Full-length genome amplification

To understand the molecular epidemiology of EV in infants better, three long-distance PCR amplifications of the most common EV type in infants were obtained using the TaKaRa LA Taq® Kit (Dalian, China). The primers used for RT-PCR are listed in Additional file 1: Table S1, and the full-length genome was sequenced using the “primer-walking” strategy. Finally, complete nucleotide sequences of selected strains were obtained by assembling the sequenced fragments, which were eventually submitted to GenBank (accession numbers: MW883610 to MW883614).

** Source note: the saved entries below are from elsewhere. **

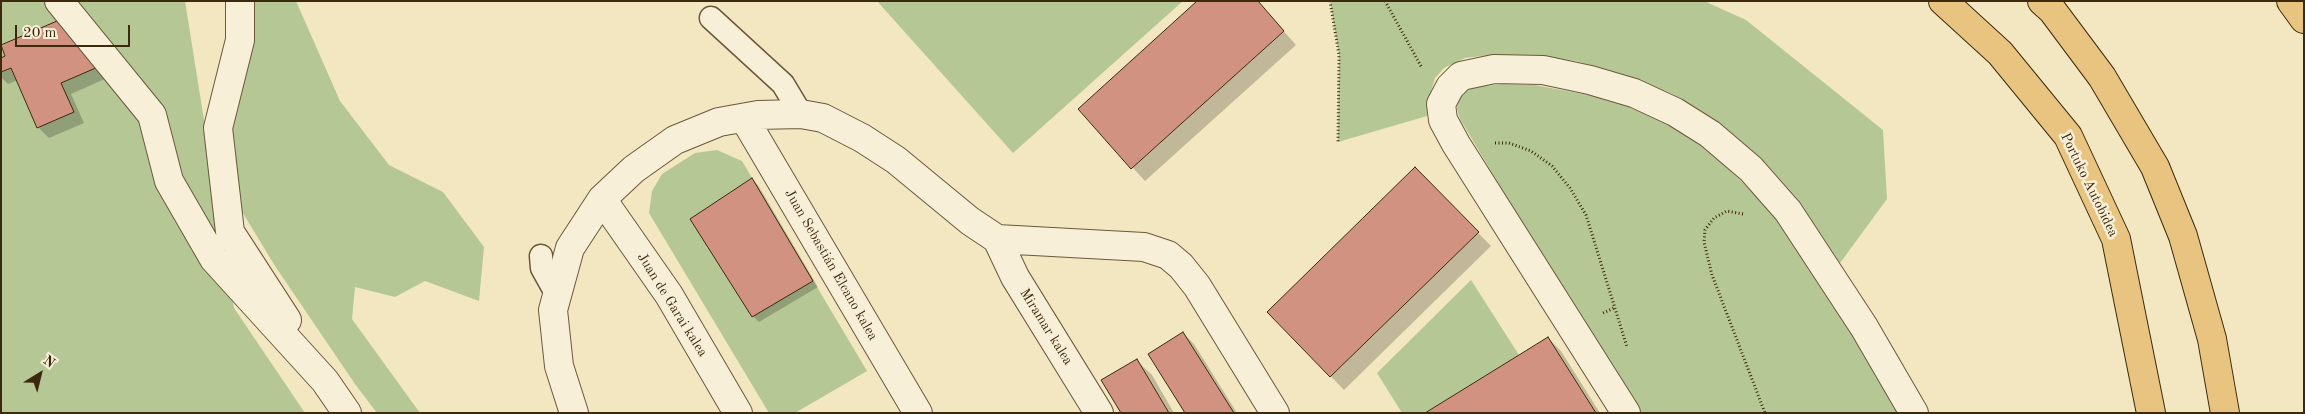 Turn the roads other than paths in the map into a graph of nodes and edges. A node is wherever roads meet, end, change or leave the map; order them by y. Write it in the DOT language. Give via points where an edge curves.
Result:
graph roads {
  1 [pos="59,1"];
  2 [pos="240,1"];
  3 [pos="1943,1"];
  4 [pos="2042,1"];
  5 [pos="2291,1"];
  6 [pos="711,18"];
  7 [pos="2304,19"];
  8 [pos="801,114"];
  9 [pos="744,118"];
  10 [pos="602,199"];
  11 [pos="997,239"];
  12 [pos="541,256"];
  13 [pos="556,295"];
  14 [pos="320,375"];
  15 [pos="347,413"];
  16 [pos="574,413"];
  17 [pos="738,413"];
  18 [pos="918,413"];
  19 [pos="1099,413"];
  20 [pos="1275,413"];
  21 [pos="1626,413"];
  22 [pos="1914,413"];
  23 [pos="2151,413"];
  24 [pos="2225,413"];
  1 -- 14 [label="street" via="152,115 170,181 214,259"];
  2 -- 14 [label="street" via="240,40 218,128 230,232"];
  3 -- 23 [label="highway, Portuko Autobidea" via="2000,52 2068,136 2116,239"];
  4 -- 24 [label="highway" via="2102,77 2155,167 2183,236 2212,339"];
  5 -- 7 [label="highway"];
  6 -- 8 [label="lane" via="783,84"];
  8 -- 9 [label="street"];
  8 -- 11 [label="street" via="823,118 862,138 896,160"];
  9 -- 10 [label="street" via="719,122 675,140 634,169"];
  9 -- 18 [label="street, Juan Sebastián Elcano kalea"];
  10 -- 13 [label="street" via="570,248"];
  10 -- 17 [label="street, Juan de Garai kalea" via="669,295"];
  11 -- 19 [label="street, Miramar kalea" via="1015,278"];
  11 -- 20 [label="street" via="1144,248 1168,255 1197,286"];
  12 -- 13 [label="lane" via="542,268"];
  13 -- 16 [label="street" via="553,310 559,366"];
  14 -- 15 [label="street"];
  21 -- 22 [label="street" via="1443,120 1441,104 1450,87 1461,76 1494,69 1543,70 1590,80 1634,93 1675,112 1710,134 1751,169 1788,211 1864,327"];
} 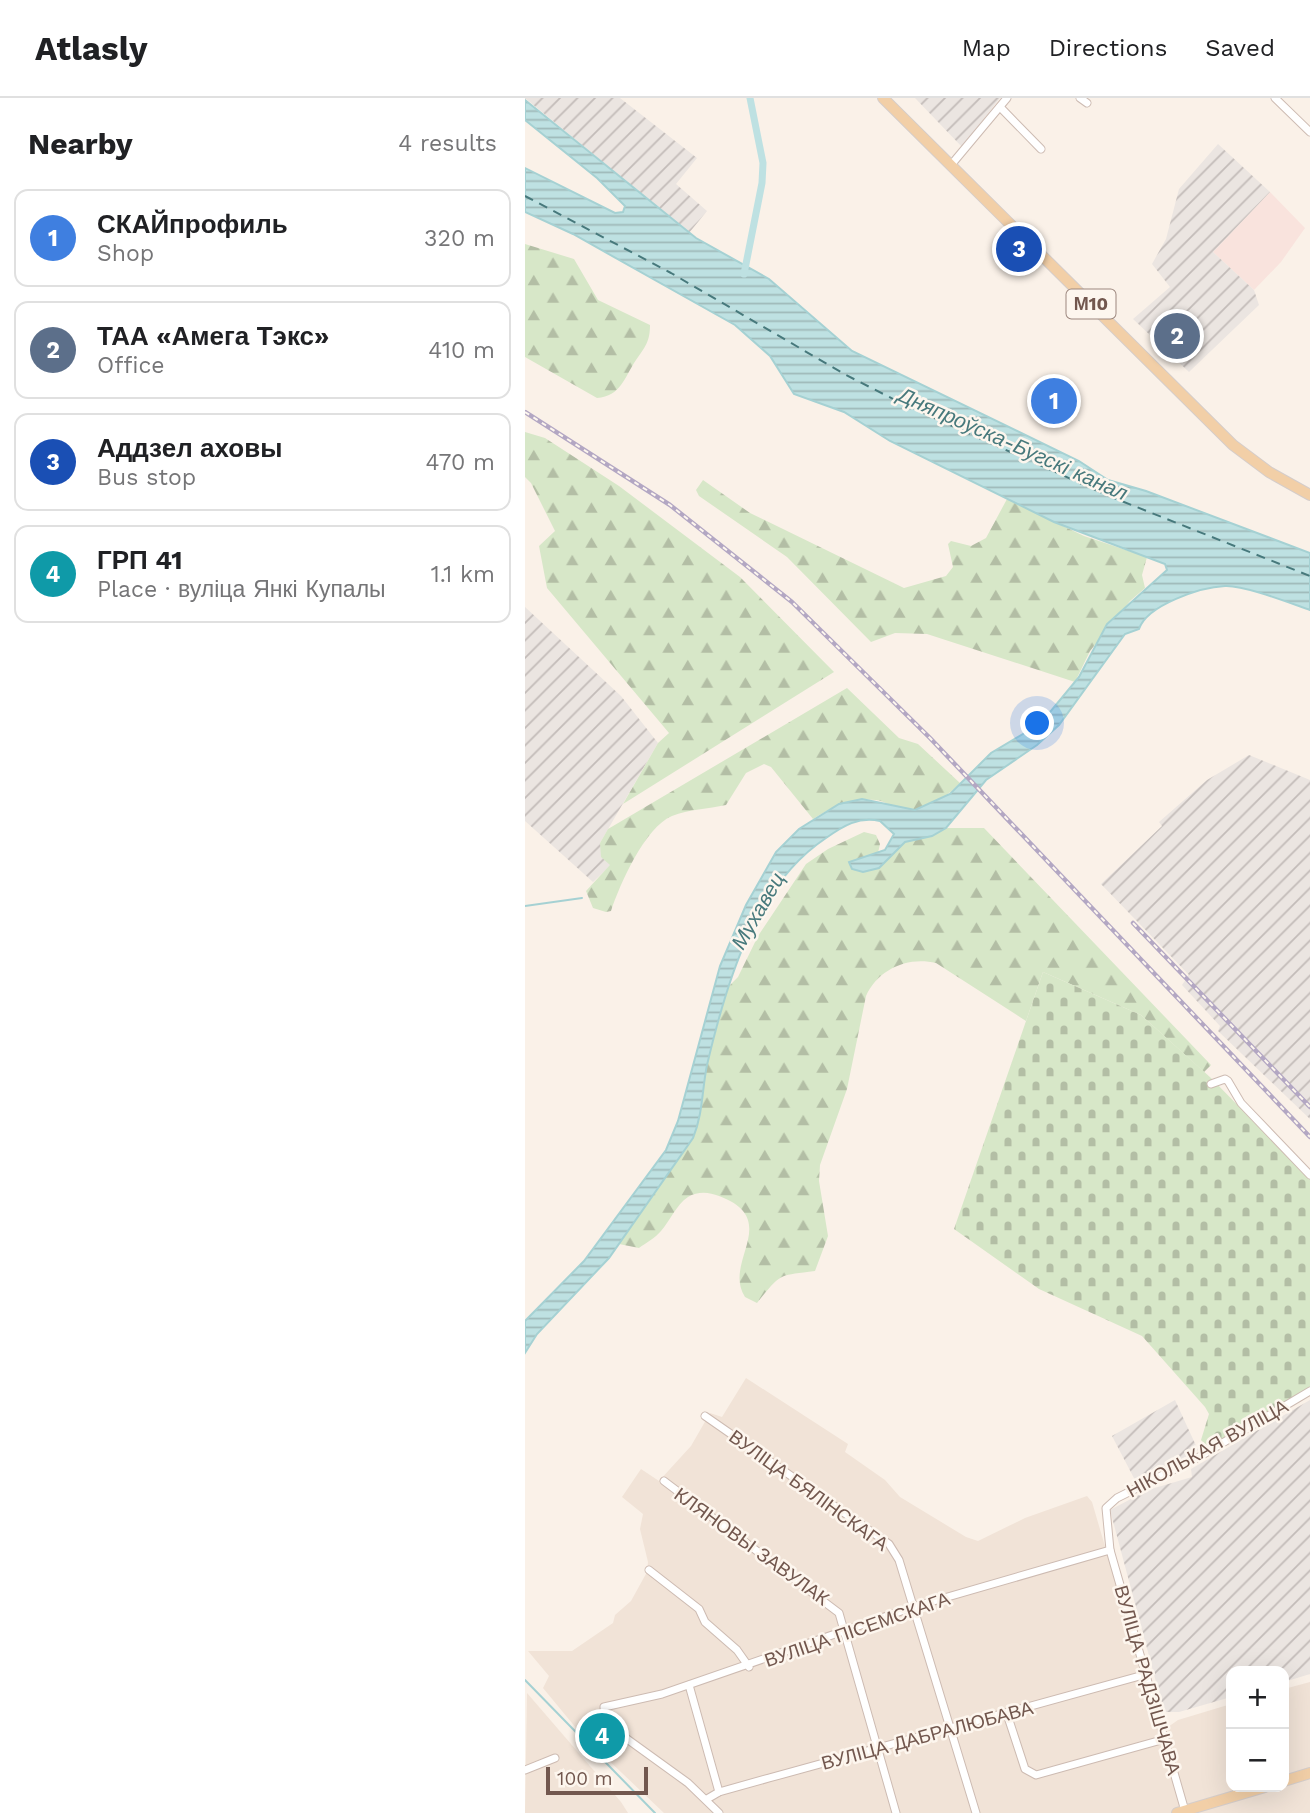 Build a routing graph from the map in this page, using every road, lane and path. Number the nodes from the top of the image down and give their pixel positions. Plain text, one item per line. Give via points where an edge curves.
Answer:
1 (883, 98) edge
2 (1007, 98) edge
3 (1275, 98) edge
4 (1000, 107) junction
5 (1310, 132) edge
6 (1041, 149) dead end
7 (951, 165) junction
8 (1310, 495) edge
9 (1210, 1084) dead end
10 (1310, 1175) edge
11 (1310, 1391) edge
12 (705, 1416) dead end
13 (664, 1481) dead end
14 (1110, 1550) junction
15 (649, 1570) dead end
16 (913, 1607) junction
17 (844, 1630) junction
18 (749, 1667) junction
19 (1147, 1674) junction
20 (689, 1685) junction
21 (1007, 1714) junction
22 (951, 1730) junction
23 (1165, 1739) junction
24 (880, 1747) junction
25 (555, 1758) dead end
26 (525, 1770) edge
27 (1310, 1773) edge
28 (1289, 1779) edge
29 (719, 1792) junction
30 (1248, 1792) edge
31 (707, 1799) junction
32 (1181, 1812) edge
33 (719, 1813) edge
34 (896, 1813) edge
35 (976, 1813) edge

1 - 7 main road, М10
2 - 4 street
3 - 5 street
4 - 6 street
4 - 7 street
7 - 8 main road, М10 via 1233,445
9 - 10 street via 1228,1081 1241,1103
11 - 14 street, НІКОЛЬКАЯ ВУЛІЦА via 1109,1504 1105,1515
12 - 16 street, ВУЛІЦА БЯЛІНСКАГА via 889,1544 899,1560
13 - 17 street, КЛЯНОВЫ ЗАВУЛАК via 835,1607
14 - 16 street, ВУЛІЦА ПІСЕМСКАГА
14 - 19 street, ВУЛІЦА РАДЗІШЧАВА
15 - 18 street via 699,1609 705,1622
16 - 17 street, ВУЛІЦА ПІСЕМСКАГА
16 - 22 street, ВУЛІЦА БЯЛІНСКАГА
17 - 18 street, ВУЛІЦА ПІСЕМСКАГА
17 - 24 street, КЛЯНОВЫ ЗАВУЛАК
18 - 20 street, ВУЛІЦА ПІСЕМСКАГА
19 - 21 street, ВУЛІЦА ДАБРАЛЮБАВА
19 - 23 street, ВУЛІЦА РАДЗІШЧАВА
20 - 29 street
20 - 31 street, ВУЛІЦА ПІСЕМСКАГА via 604,1707 605,1723
21 - 22 street, ВУЛІЦА ДАБРАЛЮБАВА
21 - 23 street via 1025,1769 1037,1775
22 - 24 street, ВУЛІЦА ДАБРАЛЮБАВА
22 - 35 street, ВУЛІЦА БЯЛІНСКАГА
23 - 32 street, ВУЛІЦА РАДЗІШЧАВА
24 - 29 street, ВУЛІЦА ДАБРАЛЮБАВА
24 - 34 street, КЛЯНОВЫ ЗАВУЛАК
25 - 26 street
27 - 28 main road
29 - 31 street, ВУЛІЦА ДАБРАЛЮБАВА
30 - 32 main road
31 - 33 street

Phylogenetic and recombination analysis

Multiple sequence alignments were performed using the ClustalX, and phylogenetic trees were drawn using the neighbor-joining method via MEGA X [16]. Bootstrap analyses with 1000 re-samplings were performed to determine the confidence values for groupings within the phylogenetic trees. The SimPlot and Bootscan analyses were performed using SimPlot 3.5.1 with a 500-nucleotide window moving in steps of 20 nucleotides [17]. Evolutionary divergence of the 5ʹ UTR, four viral capsid proteins (VP1–VP4), and seven non-structural proteins (2A–2C and 3A–3D) between the selected strains and 64 reference strains from the GenBank was estimated via MEGA X using the Kimura 2-parameter model [16]. Heatmap of the 5ʹ UTR, VP1–VP4, 2A–2C, and 3A–3D genes was created based on evolutionary divergences.

Statistical analysis

Descriptive statistical analysis for population characteristics in the study and clinical findings was performed using SPSS 22.0. Categorical variables are reported as frequencies and percentages after comparison using the chi-square test or Fisher’s exact test. The quantitative data are presented as the median (interquartile range, IQR) and were compared using the nonparametric rank-sum test (Kruskal–Wallis test). Odds ratio (OR) and 95% confidence intervals (95% CIs) were used to estimate the risk factors of severe infection using SPSS 22.0, a multiple logistic regression analysis.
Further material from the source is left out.